Il Premier all’assemblea Pd: “E’ una normativa che non ha niente a che vedere con le leggi ad personam. Quello che va modificato si modifica” – Civati: “Renzi non può banalizzare dicendo che la manina è la sua e che in Cdm si è discusso quando i ministri non ne sapevano nulla” – Bersani: “Secondo la norma, chi ha di più ha diritto ad evadere di più”

Salva-Berlusconi, Renzi: “La manina è la mia”

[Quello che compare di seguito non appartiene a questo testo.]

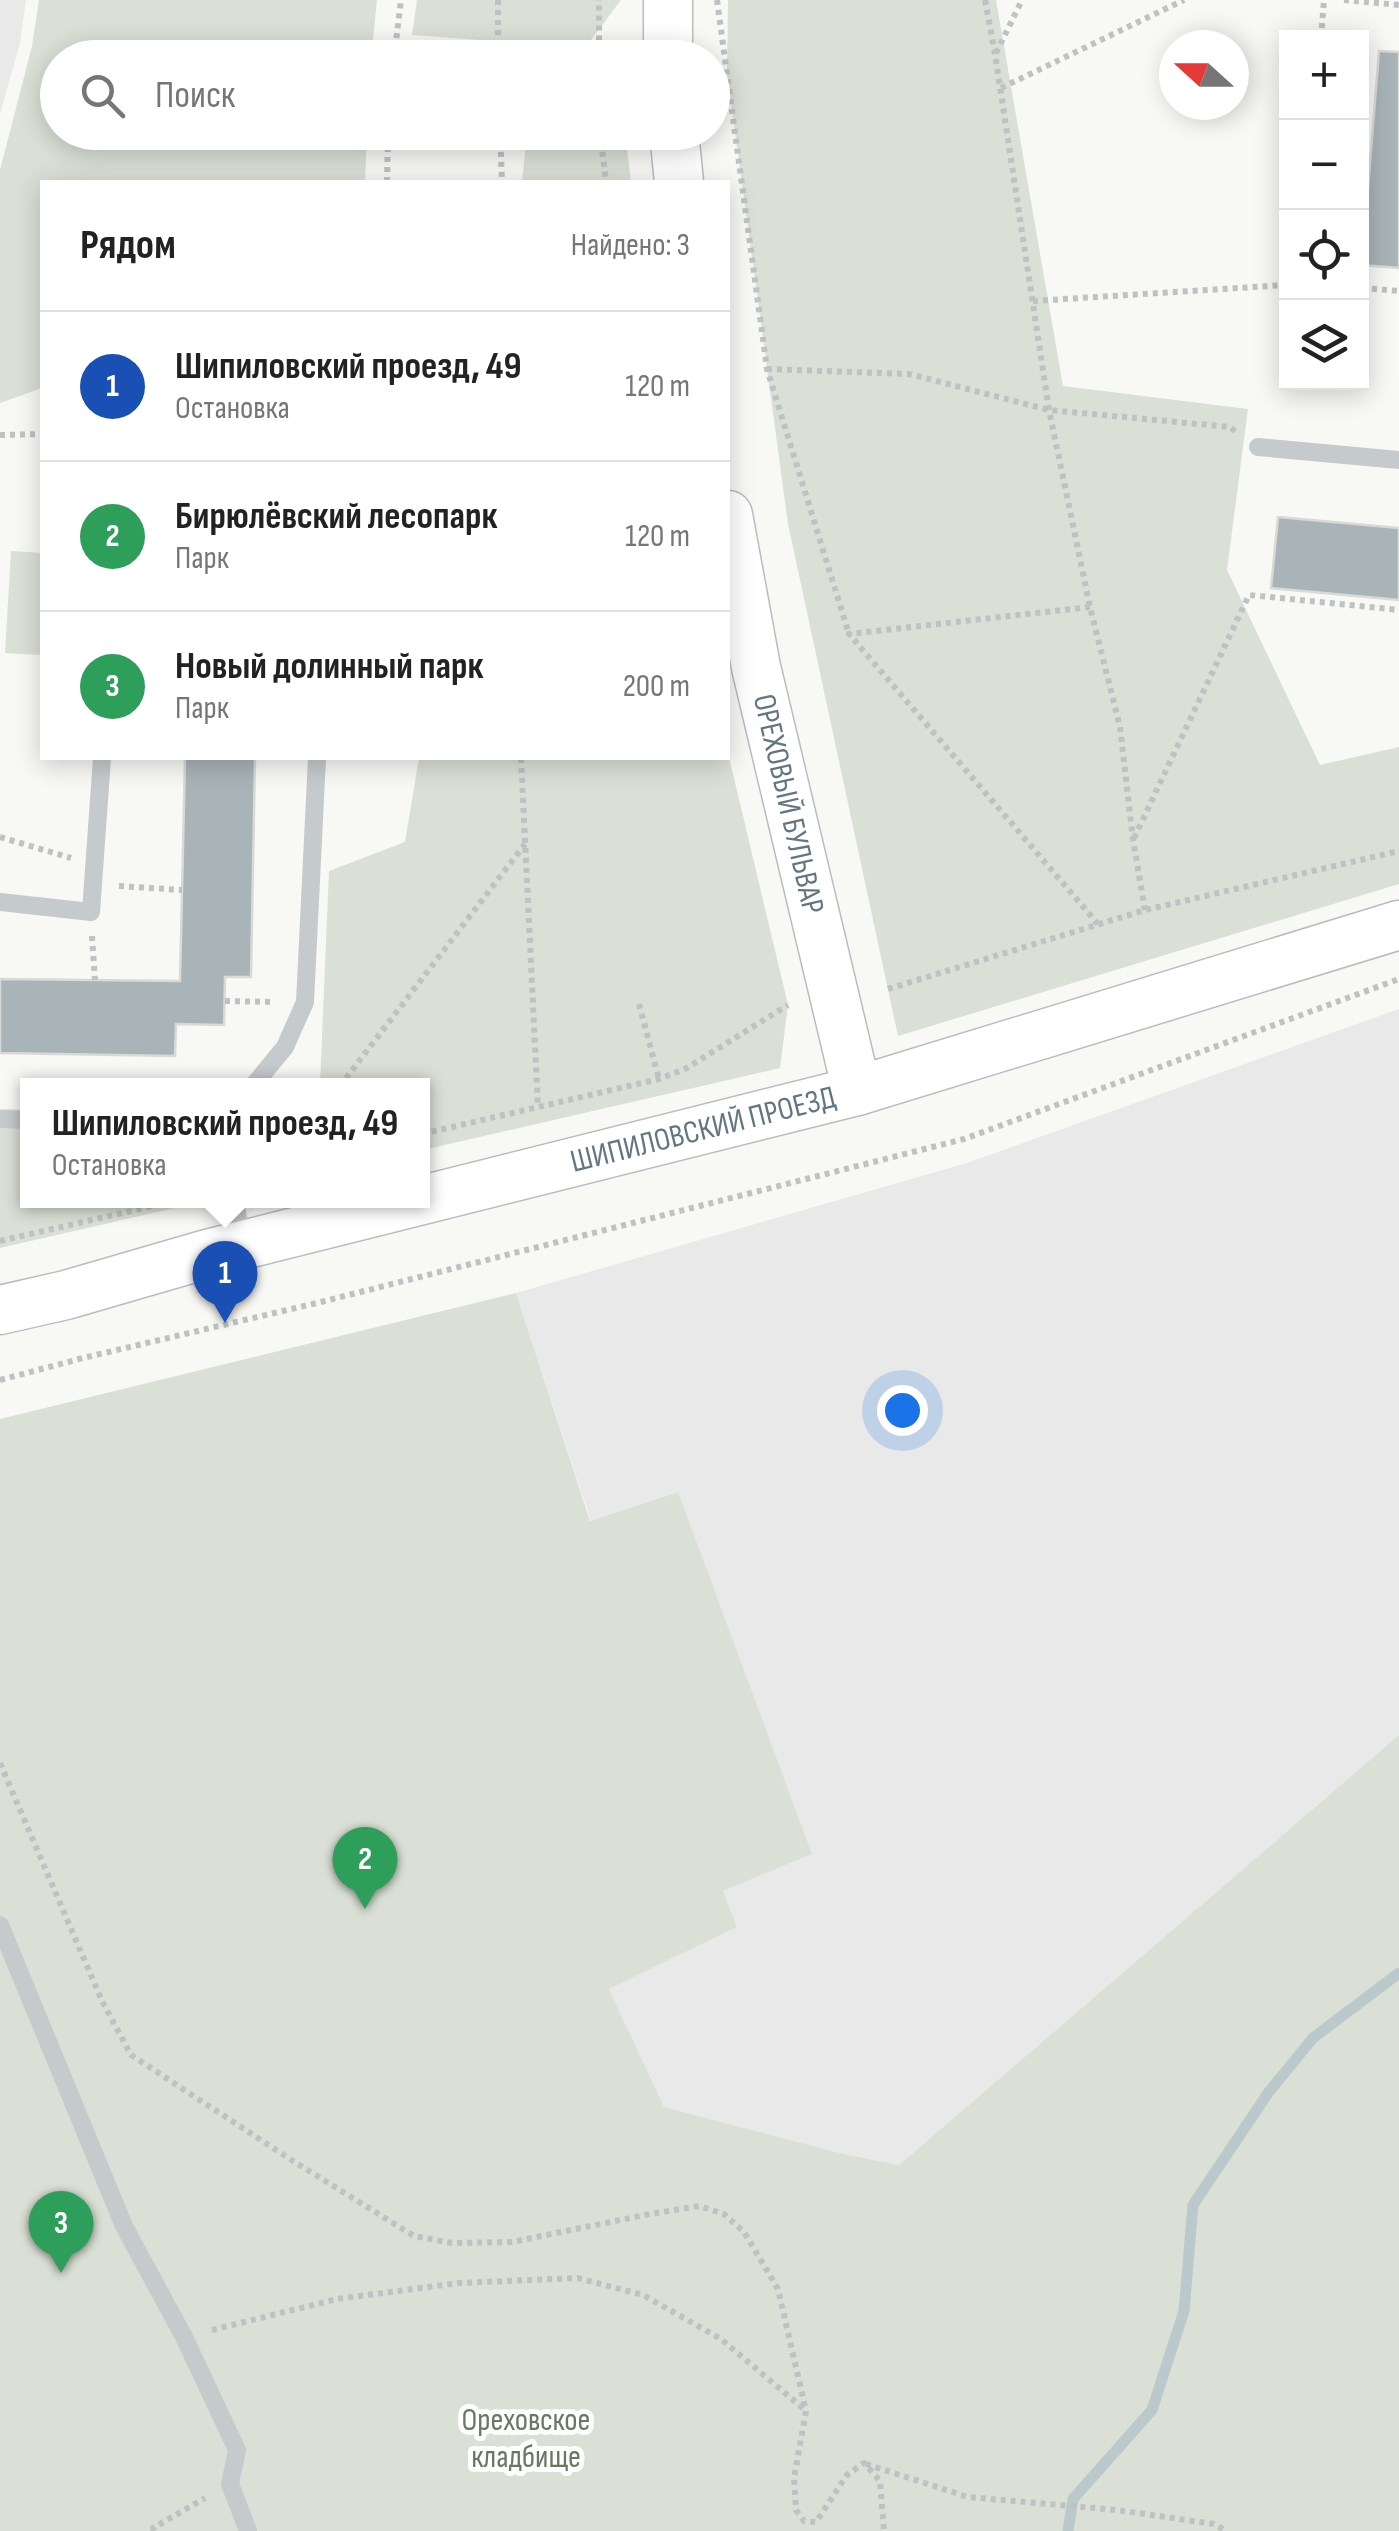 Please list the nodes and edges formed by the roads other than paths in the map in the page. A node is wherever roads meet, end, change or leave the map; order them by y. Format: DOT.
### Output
graph roads {
  1 [pos="668,0"];
  2 [pos="668,40"];
  3 [pos="676,150"];
  4 [pos="680,180"];
  5 [pos="1258,447"];
  6 [pos="1399,460"];
  7 [pos="730,530"];
  8 [pos="102,760"];
  9 [pos="316,760"];
  10 [pos="0,902"];
  11 [pos="1399,925"];
  12 [pos="260,1078"];
  13 [pos="857,1091"];
  14 [pos="430,1199"];
  15 [pos="237,1208"];
  16 [pos="394,1208"];
  17 [pos="243,1246"];
  18 [pos="0,1310"];
  19 [pos="0,1924"];
  20 [pos="248,2531"];
  1 -- 2 [label="main road"];
  3 -- 4 [label="main road"];
  5 -- 6 [label="lane"];
  7 -- 13 [label="main road, ОРЕХОВЫЙ БУЛЬВАР"];
  8 -- 10 [label="lane"];
  9 -- 12 [label="lane"];
  11 -- 13 [label="main road, ШИПИЛОВСКИЙ ПРОЕЗД"];
  13 -- 14 [label="main road, ШИПИЛОВСКИЙ ПРОЕЗД"];
  15 -- 17 [label="lane"];
  16 -- 17 [label="main road, ШИПИЛОВСКИЙ ПРОЕЗД"];
  17 -- 18 [label="main road, ШИПИЛОВСКИЙ ПРОЕЗД"];
  19 -- 20 [label="lane"];
}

“Se vogliamo continuare a farci del male per altri dieci giorni sulla delega fiscale parlando della manina, si sappia che quella manina è la mia”. Con queste parole il premier Matteo Renzi, intervenendo ieri all’assemblea Pd, ha cercato di smorzare le polemiche sulla norma salva-Berlusconi comparsa il 24 dicembre nel decreto legislativo approvato in via preliminare dal Governo. Si tratta dell’articolo 19, che prevede la non punibilità per chi ha evaso fino al 3% del reddito dichiarato. 

“La ritengo una normativa che non ha niente a che vedere con le leggi ad personam – ha aggiunto il Presidente del Consiglio –. Quello che va modificato si modifica, nell’interesse degli italiani. Abbiamo discusso e approfondito punto per punto, siamo entrati nel merito. Questo è il modo in cui un governo governa, l’idea che qualcuno si confeziona un pacchetto a me non va. Noi non facciamo leggi ad personam e non ne facciamo contra personam”.  

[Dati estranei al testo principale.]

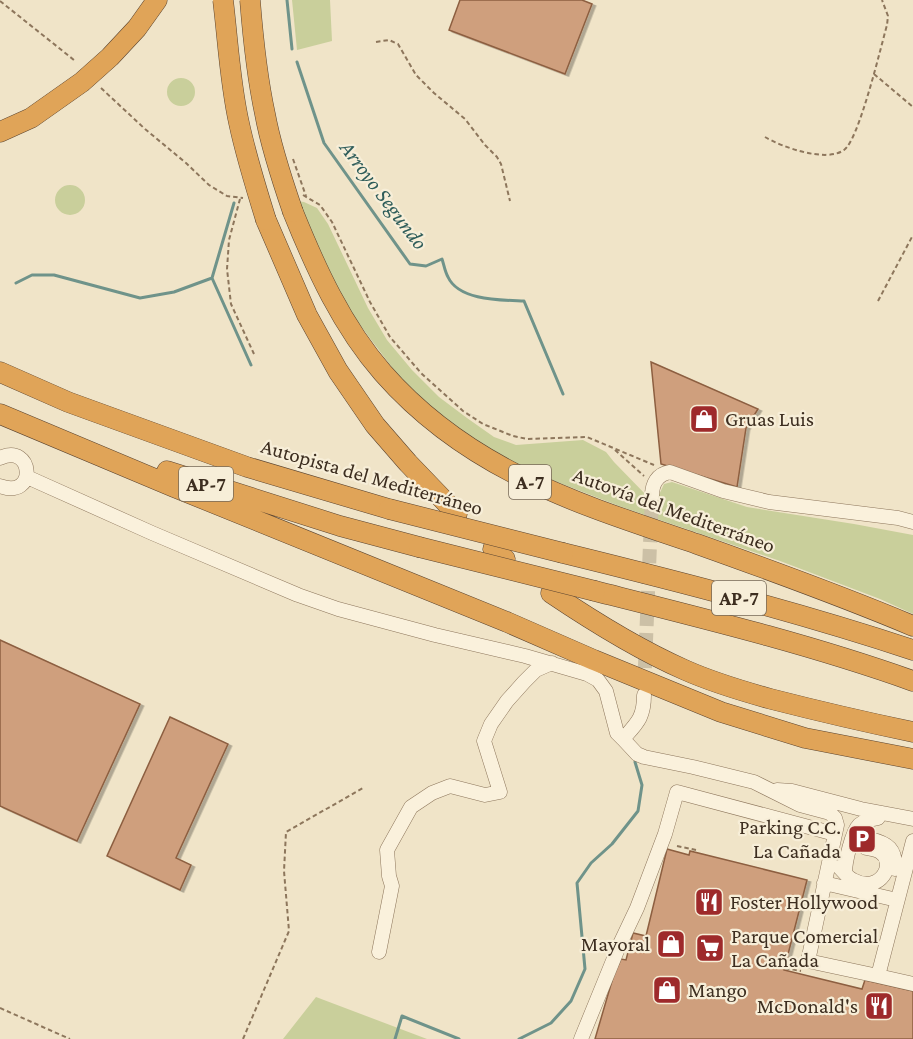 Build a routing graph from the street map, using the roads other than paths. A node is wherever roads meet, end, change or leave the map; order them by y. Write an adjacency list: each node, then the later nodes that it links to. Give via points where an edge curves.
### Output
1 (157, 0): 4 (highway, via 137,28 82,82 31,118)
2 (223, 0): 12 (highway, bridge, via 239,122 255,186 308,315 338,371 375,425)
3 (250, 0): 16 (highway, Autovía del Mediterráneo / A-7, bridge, via 265,117 293,212 340,313 409,400 434,423 491,462 532,483)
4 (0, 132)
5 (0, 372): 17 (highway, Autopista del Mediterráneo / AP-7, bridge, via 68,402 247,467 389,509 690,584)
6 (0, 405): 19 (highway, AP-7, bridge, via 188,479 340,526 702,618)
7 (0, 414): 24 (highway, via 721,712 805,738)
8 (0, 458): 9 (street, via 8,454 22,459)
9 (27, 477): 10 (street, via 18,488); 18 (street, via 298,595 435,635)
10 (0, 486)
11 (652, 494): 13 (street, via 657,479 670,472 769,502)
12 (457, 514)
13 (913, 522)
14 (551, 593): 15 (highway)
15 (594, 622): 21 (highway, via 687,671 742,691); 23 (highway, via 616,646 710,693 803,725)
16 (913, 626)
17 (913, 650)
18 (552, 663): 22 (street, via 598,680 606,691 617,732); 38 (street, via 536,670 507,701 484,741 500,792 485,795 450,786 411,807 387,850 392,886)
19 (913, 681)
20 (644, 695): 22 (street, via 640,719)
21 (913, 732)
22 (623, 740): 25 (street, via 644,757)
23 (913, 748)
24 (913, 759)
25 (754, 782): 26 (street); 28 (street, via 781,783 889,809)
26 (774, 792): 27 (street, via 792,791); 31 (street, via 832,814 837,822)
27 (848, 808): 28 (street); 29 (street); 31 (street); 34 (street)
28 (895, 815): 30 (street)
29 (878, 818): 30 (street); 34 (street, via 859,825)
30 (913, 819)
31 (835, 834): 35 (street); 41 (street, via 677,792 637,908)
32 (913, 841): 33 (street); 37 (street)
33 (871, 842): 35 (street, via 885,858 882,878 869,885); 36 (street, via 885,843 892,850 895,868 882,890)
34 (847, 850): 35 (street, via 845,867)
35 (834, 874): 36 (street); 39 (street, via 808,961)
36 (863, 892): 37 (street)
37 (897, 900): 39 (street)
38 (379, 952)
39 (878, 976): 40 (street)
40 (913, 984)
41 (581, 1039)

La norma, in ogni caso, avrebbe estinto la condanna per frode fiscale a quattro anni di reclusione (di cui tre indultati) inflitta al leader di Forza Italia nell’ambito del processo sui diritti tv Mediaset. Berlusconi, inoltre, si sarebbe visto cancellare l’incandidabilità per 6 anni prevista dalla legge Severino. Da qui le polemiche sollevata dalla minoranza Pd sulla “manina” che ha materialmente inserito la norma nel testo, malgrado l’Esecutivo abbia promesso di modificare l’articolo, rinviando la discussione dell’intero decreto al Consiglio dei ministri del 20 febbraio, ovvero dopo l’elezione del nuovo Presidente della Repubblica.

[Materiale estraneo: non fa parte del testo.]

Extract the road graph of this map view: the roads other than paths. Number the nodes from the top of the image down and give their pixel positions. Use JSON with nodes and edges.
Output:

“Questo gennaio bisogna allacciarsi le cinture – ha detto ancora Renzi –. Non solo per le riforme e la legge elettorale e non solo per il Jobs Act o per il fisco”. Quanto al termine della presidenza italiana dell’Unione europea, secondo il Premier “in questi sei mesi il vocabolario è cambiato. C’è stato un lavoro straordinario, ma o noi ci mettiamo a lamentarci anche delle virgole o capiamo che c’è un Paese da rimettere in moto. O lo facciamo noi o non lo farà nessun altro”. 

Tornando alla norma salva-Berlusconi, Pippo Civati ha ribadito la linea critica della minoranza Pd: “Questa è talmente grossa che qualcuno potrebbe sospettare che forse è voluta, un incidente per destabilizzare. Renzi non può banalizzare dicendo che la manina è la sua e che in Cdm si è discusso quando i ministri ci dicono che non ne sapevano nulla. È un gioco pericoloso e ora serve una verifica di governo. La norma in questione poi, al di là di Berlusconi, è da rivedere”.  

Critico anche Bersani: “Nella norma sul fisco c’è una regola di proporzionalità – ha detto l’ex segretario –. Chi ha di più ha diritto ad evadere di più. Lo stesso criterio di proporzionalità manca però nel Jobs Act”, in particolari nei licenziamenti disciplinari, dove non c’è equilibrio tra il fatto passibile di provvedimento disciplinare e il licenziamento, “come se nel calcio un giocatore, per aver sbagliato una rimessa laterale, venisse espulso”.